Q: Does feature size impact analysis?

A: The size of your features can affect your results. If your large polygons, for example, tend to have low values and your smaller polygons tend to have high values, even if the concentration of highs and lows are equally concentrated, the observed General G index may be higher than the expected General G index, because there are more pairs of small polygons within the specified distance.

Potential applications

  • Look for unexpected spikes in the number of emergency room visits, which might indicate an outbreak of a local or regional health problem.
  • Comparing the spatial pattern of different types of retail within a city to see which types cluster with competition to take advantage of comparison shopping (automobile dealerships, for example) and which types repel competition (fitness centers/gyms, for example).
  • Summarizing the level at which spatial phenomena cluster to examine changes at different times or in different locations.
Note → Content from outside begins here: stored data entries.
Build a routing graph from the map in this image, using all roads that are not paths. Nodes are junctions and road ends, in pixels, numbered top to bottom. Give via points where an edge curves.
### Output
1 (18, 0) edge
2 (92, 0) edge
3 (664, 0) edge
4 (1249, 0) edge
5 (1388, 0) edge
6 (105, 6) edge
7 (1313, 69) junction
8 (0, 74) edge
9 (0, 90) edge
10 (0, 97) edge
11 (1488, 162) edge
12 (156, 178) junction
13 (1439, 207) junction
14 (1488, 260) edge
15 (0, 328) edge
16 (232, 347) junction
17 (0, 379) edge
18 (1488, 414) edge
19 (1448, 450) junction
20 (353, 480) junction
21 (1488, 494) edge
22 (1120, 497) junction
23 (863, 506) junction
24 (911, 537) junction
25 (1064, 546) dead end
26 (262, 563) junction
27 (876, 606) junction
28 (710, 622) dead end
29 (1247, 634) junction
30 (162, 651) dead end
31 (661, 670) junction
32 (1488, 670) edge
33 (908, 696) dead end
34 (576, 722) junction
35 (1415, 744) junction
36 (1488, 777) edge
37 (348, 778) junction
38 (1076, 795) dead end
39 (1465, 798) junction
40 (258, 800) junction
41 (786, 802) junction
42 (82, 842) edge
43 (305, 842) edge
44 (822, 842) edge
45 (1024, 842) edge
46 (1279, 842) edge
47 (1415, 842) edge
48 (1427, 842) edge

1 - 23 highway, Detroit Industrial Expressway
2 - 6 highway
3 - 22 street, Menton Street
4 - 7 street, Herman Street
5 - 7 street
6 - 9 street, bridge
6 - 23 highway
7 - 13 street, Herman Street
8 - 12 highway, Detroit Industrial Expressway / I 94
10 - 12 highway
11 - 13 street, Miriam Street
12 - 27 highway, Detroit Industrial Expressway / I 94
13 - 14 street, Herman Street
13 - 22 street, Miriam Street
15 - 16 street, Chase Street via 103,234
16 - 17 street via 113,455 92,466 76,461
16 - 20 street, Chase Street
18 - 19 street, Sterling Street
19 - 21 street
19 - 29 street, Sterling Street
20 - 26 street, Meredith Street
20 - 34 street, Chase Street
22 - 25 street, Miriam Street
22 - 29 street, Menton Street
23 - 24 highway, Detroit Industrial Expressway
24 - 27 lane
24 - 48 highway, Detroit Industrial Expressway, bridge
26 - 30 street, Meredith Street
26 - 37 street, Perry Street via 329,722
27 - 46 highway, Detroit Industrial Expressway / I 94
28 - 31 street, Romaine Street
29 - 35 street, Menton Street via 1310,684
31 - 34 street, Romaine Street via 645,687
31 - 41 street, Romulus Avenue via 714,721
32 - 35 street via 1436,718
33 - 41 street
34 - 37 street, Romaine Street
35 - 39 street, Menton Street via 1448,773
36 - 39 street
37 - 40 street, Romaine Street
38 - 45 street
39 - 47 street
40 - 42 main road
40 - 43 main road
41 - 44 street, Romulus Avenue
For example, it is known that cities and their populations cluster. Using High/Low Clustering analysis, you can compare the level of population clustering within a single city over time (analysis of urban growth and density).

Additional resources

Getis, Arthur, and J. K. Ord. "The Analysis of Spatial Association by Use of Distance Statistics." Geographical Analysis 24, no. 3. 1992.

Mitchell, Andy. The ESRI Guide to GIS Analysis, Volume 2. ESRI Press, 2005.